Work request:
Exclude the pictures and reproduce the remaining data exactly as written.

___ Dataset

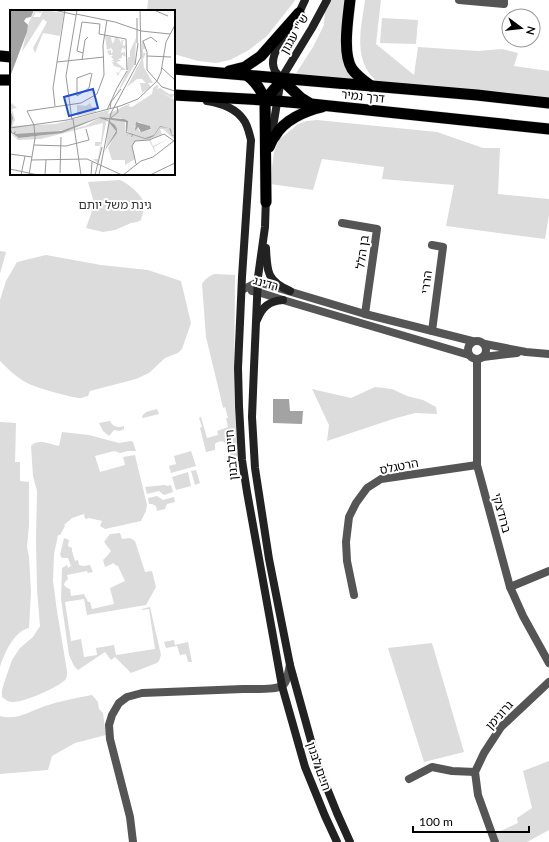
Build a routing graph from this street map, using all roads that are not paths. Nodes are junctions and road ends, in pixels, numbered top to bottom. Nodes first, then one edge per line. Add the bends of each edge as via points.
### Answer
1 (305, 0) edge
2 (327, 0) edge
3 (350, 0) edge
4 (459, 0) edge
5 (504, 0) edge
6 (299, 13) junction
7 (0, 56) edge
8 (10, 57) edge
9 (175, 69) edge
10 (220, 73) junction
11 (248, 76) junction
12 (281, 79) junction
13 (371, 86) junction
14 (179, 95) edge
15 (265, 100) junction
16 (277, 101) junction
17 (549, 103) edge
18 (311, 104) junction
19 (331, 106) junction
20 (549, 128) edge
21 (270, 147) junction
22 (266, 202) junction
23 (342, 223) dead end
24 (265, 227) junction
25 (432, 245) dead end
26 (258, 282) junction
27 (242, 290) junction
28 (290, 291) junction
29 (258, 292) junction
30 (309, 298) junction
31 (283, 300) junction
32 (307, 307) junction
33 (365, 314) junction
34 (256, 325) junction
35 (432, 331) junction
36 (472, 341) junction
37 (485, 344) junction
38 (526, 352) junction
39 (549, 354) edge
40 (476, 357) junction
41 (477, 465) junction
42 (549, 571) edge
43 (510, 587) junction
44 (354, 595) dead end
45 (549, 662) edge
46 (290, 665) junction
47 (549, 682) edge
48 (282, 686) junction
49 (475, 772) junction
50 (409, 779) dead end
51 (133, 842) edge
52 (337, 842) edge
53 (350, 842) edge
54 (495, 842) edge

1 - 6 main road, ש''י עגנון
2 - 12 main road, ש''י עגנון
3 - 13 highway via 346,49 348,59 358,76
4 - 5 street via 504,4
6 - 10 highway via 271,46 251,64
6 - 12 main road, ש''י עגנון via 274,54 273,65
7 - 8 highway
9 - 10 highway, דרך נמיר
10 - 11 highway, דרך נמיר
11 - 12 highway, דרך נמיר
11 - 15 highway via 260,88
12 - 13 highway, דרך נמיר
12 - 15 highway
12 - 16 main road, ש''י עגנון
12 - 18 highway
13 - 17 highway, דרך נמיר
14 - 15 highway, דרך נמיר
14 - 27 main road, חיים לבנון via 228,107 244,120 249,129 251,140
15 - 16 highway, דרך נמיר
15 - 22 highway
16 - 18 highway, דרך נמיר
16 - 21 main road, חיים לבנון
18 - 19 highway, דרך נמיר
19 - 20 highway, דרך נמיר
19 - 21 highway via 311,110 290,121 275,134
21 - 22 main road, חיים לבנון
22 - 24 main road, חיים לבנון
23 - 33 street, בן הלל via 377,229
24 - 26 main road, חיים לבנון
24 - 28 main road via 267,268 270,276 280,287
25 - 35 street, הררי via 443,247
26 - 27 street, רדינג
26 - 28 street, רדינג
26 - 29 main road, חיים לבנון
27 - 29 street, רדינג
27 - 48 main road, חיים לבנון via 238,368 242,460
28 - 30 street, רדינג
29 - 31 street, רדינג
29 - 34 main road, חיים לבנון
30 - 32 street via 304,303
30 - 33 street, רדינג
31 - 32 street, רדינג
31 - 34 main road via 267,305
32 - 40 street, רדינג
33 - 35 street, רדינג
34 - 46 main road, חיים לבנון via 252,417 255,468
35 - 36 street, רדינג
36 - 37 street
36 - 40 street via 467,349
37 - 38 street, רדינג
37 - 40 street via 486,353
38 - 39 street, רדינג
38 - 40 street, רדינג
40 - 41 street, ברודצקי
41 - 43 street, ברודצקי
41 - 44 street, הרטגלס via 381,479 367,488 349,517 347,561
42 - 43 street
43 - 45 street, ברודצקי
46 - 48 street
46 - 53 main road, חיים לבנון via 318,766
47 - 49 street, גרונימן via 500,727
48 - 51 street via 260,689 142,692 119,703 109,725 110,739 130,817
48 - 52 main road, חיים לבנון via 305,767
49 - 50 street via 432,767
49 - 54 street via 478,795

______

Answer to this problem:
Build a routing graph from this street map, using all roads that are not paths. Nodes are junctions and road ends, in pixels, numbered top to bottom. Nodes first, then one edge per line. Add the bends of each edge as via points.
### Answer
1 (305, 0) edge
2 (327, 0) edge
3 (350, 0) edge
4 (459, 0) edge
5 (504, 0) edge
6 (299, 13) junction
7 (0, 56) edge
8 (10, 57) edge
9 (175, 69) edge
10 (220, 73) junction
11 (248, 76) junction
12 (281, 79) junction
13 (371, 86) junction
14 (179, 95) edge
15 (265, 100) junction
16 (277, 101) junction
17 (549, 103) edge
18 (311, 104) junction
19 (331, 106) junction
20 (549, 128) edge
21 (270, 147) junction
22 (266, 202) junction
23 (342, 223) dead end
24 (265, 227) junction
25 (432, 245) dead end
26 (258, 282) junction
27 (242, 290) junction
28 (290, 291) junction
29 (258, 292) junction
30 (309, 298) junction
31 (283, 300) junction
32 (307, 307) junction
33 (365, 314) junction
34 (256, 325) junction
35 (432, 331) junction
36 (472, 341) junction
37 (485, 344) junction
38 (526, 352) junction
39 (549, 354) edge
40 (476, 357) junction
41 (477, 465) junction
42 (549, 571) edge
43 (510, 587) junction
44 (354, 595) dead end
45 (549, 662) edge
46 (290, 665) junction
47 (549, 682) edge
48 (282, 686) junction
49 (475, 772) junction
50 (409, 779) dead end
51 (133, 842) edge
52 (337, 842) edge
53 (350, 842) edge
54 (495, 842) edge

1 - 6 main road, ש''י עגנון
2 - 12 main road, ש''י עגנון
3 - 13 highway via 346,49 348,59 358,76
4 - 5 street via 504,4
6 - 10 highway via 271,46 251,64
6 - 12 main road, ש''י עגנון via 274,54 273,65
7 - 8 highway
9 - 10 highway, דרך נמיר
10 - 11 highway, דרך נמיר
11 - 12 highway, דרך נמיר
11 - 15 highway via 260,88
12 - 13 highway, דרך נמיר
12 - 15 highway
12 - 16 main road, ש''י עגנון
12 - 18 highway
13 - 17 highway, דרך נמיר
14 - 15 highway, דרך נמיר
14 - 27 main road, חיים לבנון via 228,107 244,120 249,129 251,140
15 - 16 highway, דרך נמיר
15 - 22 highway
16 - 18 highway, דרך נמיר
16 - 21 main road, חיים לבנון
18 - 19 highway, דרך נמיר
19 - 20 highway, דרך נמיר
19 - 21 highway via 311,110 290,121 275,134
21 - 22 main road, חיים לבנון
22 - 24 main road, חיים לבנון
23 - 33 street, בן הלל via 377,229
24 - 26 main road, חיים לבנון
24 - 28 main road via 267,268 270,276 280,287
25 - 35 street, הררי via 443,247
26 - 27 street, רדינג
26 - 28 street, רדינג
26 - 29 main road, חיים לבנון
27 - 29 street, רדינג
27 - 48 main road, חיים לבנון via 238,368 242,460
28 - 30 street, רדינג
29 - 31 street, רדינג
29 - 34 main road, חיים לבנון
30 - 32 street via 304,303
30 - 33 street, רדינג
31 - 32 street, רדינג
31 - 34 main road via 267,305
32 - 40 street, רדינג
33 - 35 street, רדינג
34 - 46 main road, חיים לבנון via 252,417 255,468
35 - 36 street, רדינג
36 - 37 street
36 - 40 street via 467,349
37 - 38 street, רדינג
37 - 40 street via 486,353
38 - 39 street, רדינג
38 - 40 street, רדינג
40 - 41 street, ברודצקי
41 - 43 street, ברודצקי
41 - 44 street, הרטגלס via 381,479 367,488 349,517 347,561
42 - 43 street
43 - 45 street, ברודצקי
46 - 48 street
46 - 53 main road, חיים לבנון via 318,766
47 - 49 street, גרונימן via 500,727
48 - 51 street via 260,689 142,692 119,703 109,725 110,739 130,817
48 - 52 main road, חיים לבנון via 305,767
49 - 50 street via 432,767
49 - 54 street via 478,795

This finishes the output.